──────── Information supplied ────────

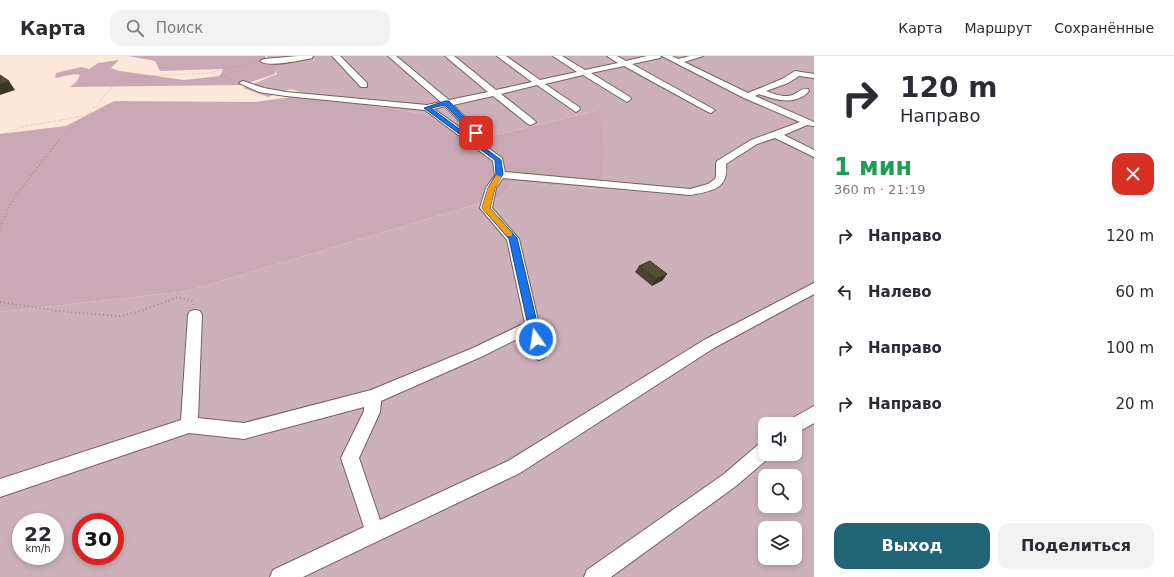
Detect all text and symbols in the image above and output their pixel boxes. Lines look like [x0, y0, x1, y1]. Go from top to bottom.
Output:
search box [110, 10, 390, 46]
text: Карта [20, 17, 86, 39]
icon: search [124, 17, 146, 39]
text: Поиск [156, 19, 203, 37]
text: Карта [898, 20, 942, 36]
text: Маршрут [964, 20, 1032, 36]
text: Сохранённые [1054, 20, 1154, 36]
text: 120 m [900, 71, 997, 104]
icon: right [834, 72, 886, 124]
text: Направо [900, 105, 980, 126]
pin [459, 116, 493, 150]
icon: arrive [465, 122, 487, 144]
text: 1 мин [834, 153, 912, 181]
button: close [1112, 153, 1154, 195]
text: 360 m · 21:19 [834, 182, 925, 197]
icon: right [834, 225, 856, 247]
text: Направо [868, 227, 942, 245]
text: 120 m [1106, 227, 1154, 245]
icon: left [834, 281, 856, 303]
text: Налево [868, 283, 932, 301]
text: 60 m [1116, 283, 1154, 301]
position arrow [515, 318, 557, 360]
icon: right [834, 337, 856, 359]
text: Направо [868, 339, 942, 357]
text: 100 m [1106, 339, 1154, 357]
icon: right [834, 393, 856, 415]
text: Направо [868, 395, 942, 413]
text: 20 m [1116, 395, 1154, 413]
map controls [758, 417, 802, 565]
button: sound [758, 417, 802, 461]
button: search [758, 469, 802, 513]
speed limit sign: 30 [72, 513, 124, 565]
button: layers [758, 521, 802, 565]
text: 22 [24, 522, 52, 546]
button: Выход [834, 523, 990, 569]
button: Поделиться [998, 523, 1154, 569]
text: km/h [25, 543, 51, 554]

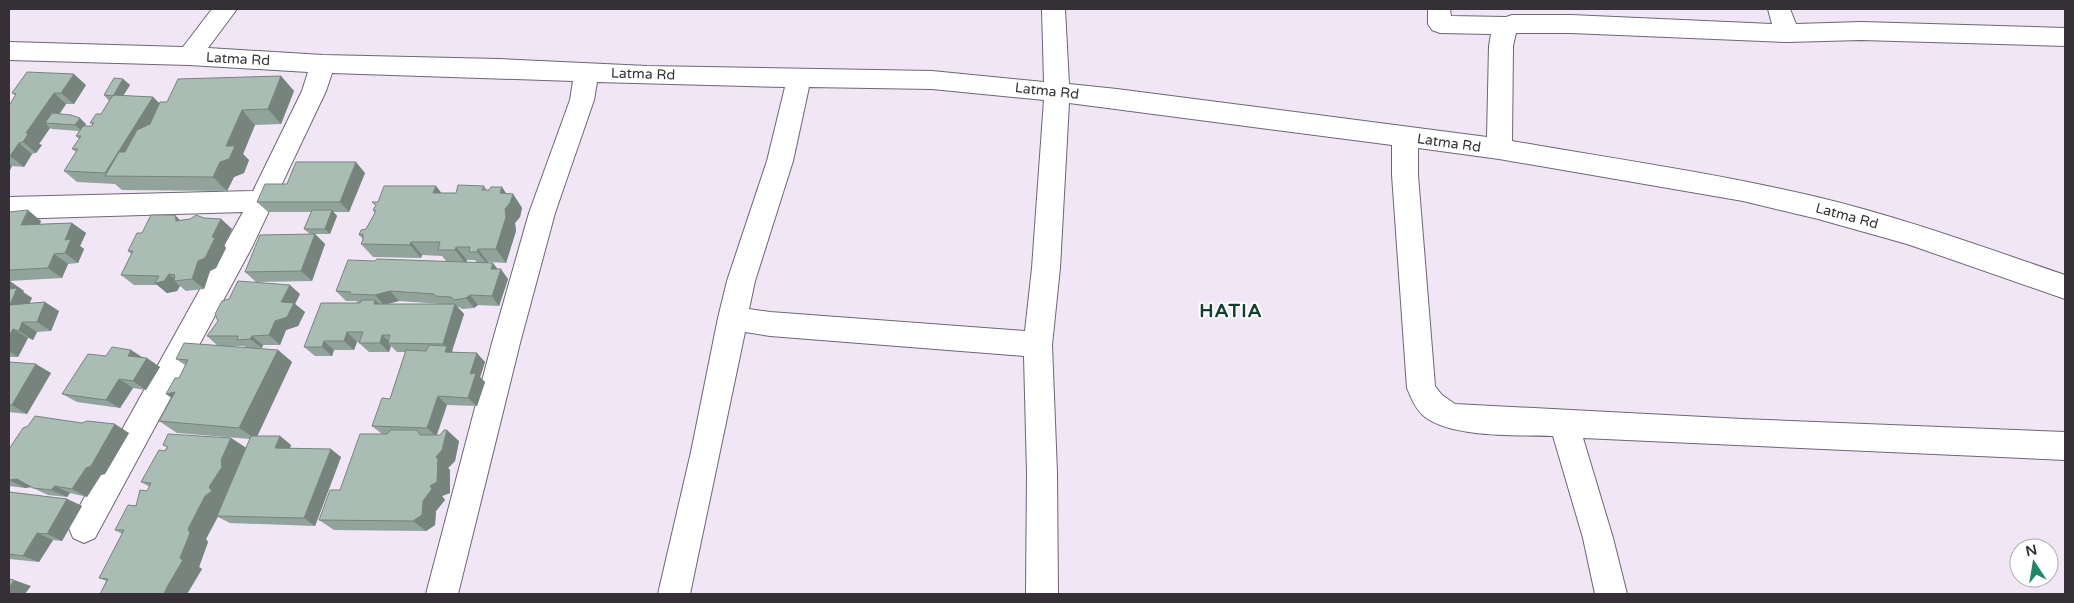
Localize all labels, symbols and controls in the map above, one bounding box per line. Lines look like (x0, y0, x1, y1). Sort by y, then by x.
street label: Latma Rd (205, 49, 271, 69)
street label: Latma Rd (611, 64, 675, 84)
street label: Latma Rd (1014, 79, 1080, 103)
street label: Latma Rd (1416, 130, 1482, 156)
street label: Latma Rd (1814, 199, 1880, 233)
district label: HATIA (1199, 300, 1263, 322)
north arrow (2009, 538, 2059, 588)
text: N (2024, 541, 2039, 560)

────────

» **Try it**:
Give back every record precisely as it stands, without the images.

» **Response to this exercise**:
Detect all text and symbols in the image above and output their pixel boxes. Lines look like [x0, y0, x1, y1]. Go from top to bottom.
Output:
search box [110, 10, 390, 46]
text: Карта [20, 17, 86, 39]
icon: search [124, 17, 146, 39]
text: Поиск [156, 19, 203, 37]
text: Карта [898, 20, 942, 36]
text: Маршрут [964, 20, 1032, 36]
text: Сохранённые [1054, 20, 1154, 36]
text: 120 m [900, 71, 997, 104]
icon: right [834, 72, 886, 124]
text: Направо [900, 105, 980, 126]
pin [459, 116, 493, 150]
icon: arrive [465, 122, 487, 144]
text: 1 мин [834, 153, 912, 181]
button: close [1112, 153, 1154, 195]
text: 360 m · 21:19 [834, 182, 925, 197]
icon: right [834, 225, 856, 247]
text: Направо [868, 227, 942, 245]
text: 120 m [1106, 227, 1154, 245]
icon: left [834, 281, 856, 303]
text: Налево [868, 283, 932, 301]
text: 60 m [1116, 283, 1154, 301]
position arrow [515, 318, 557, 360]
icon: right [834, 337, 856, 359]
text: Направо [868, 339, 942, 357]
text: 100 m [1106, 339, 1154, 357]
icon: right [834, 393, 856, 415]
text: Направо [868, 395, 942, 413]
text: 20 m [1116, 395, 1154, 413]
map controls [758, 417, 802, 565]
button: sound [758, 417, 802, 461]
button: search [758, 469, 802, 513]
speed limit sign: 30 [72, 513, 124, 565]
button: layers [758, 521, 802, 565]
text: 22 [24, 522, 52, 546]
button: Выход [834, 523, 990, 569]
button: Поделиться [998, 523, 1154, 569]
text: km/h [25, 543, 51, 554]

Localize all labels, symbols and controls in the map above, one bounding box per line. Lines look like (x0, y0, x1, y1). Sort by y, then by x.
street label: Latma Rd (205, 49, 271, 69)
street label: Latma Rd (611, 64, 675, 84)
street label: Latma Rd (1014, 79, 1080, 103)
street label: Latma Rd (1416, 130, 1482, 156)
street label: Latma Rd (1814, 199, 1880, 233)
district label: HATIA (1199, 300, 1263, 322)
north arrow (2009, 538, 2059, 588)
text: N (2024, 541, 2039, 560)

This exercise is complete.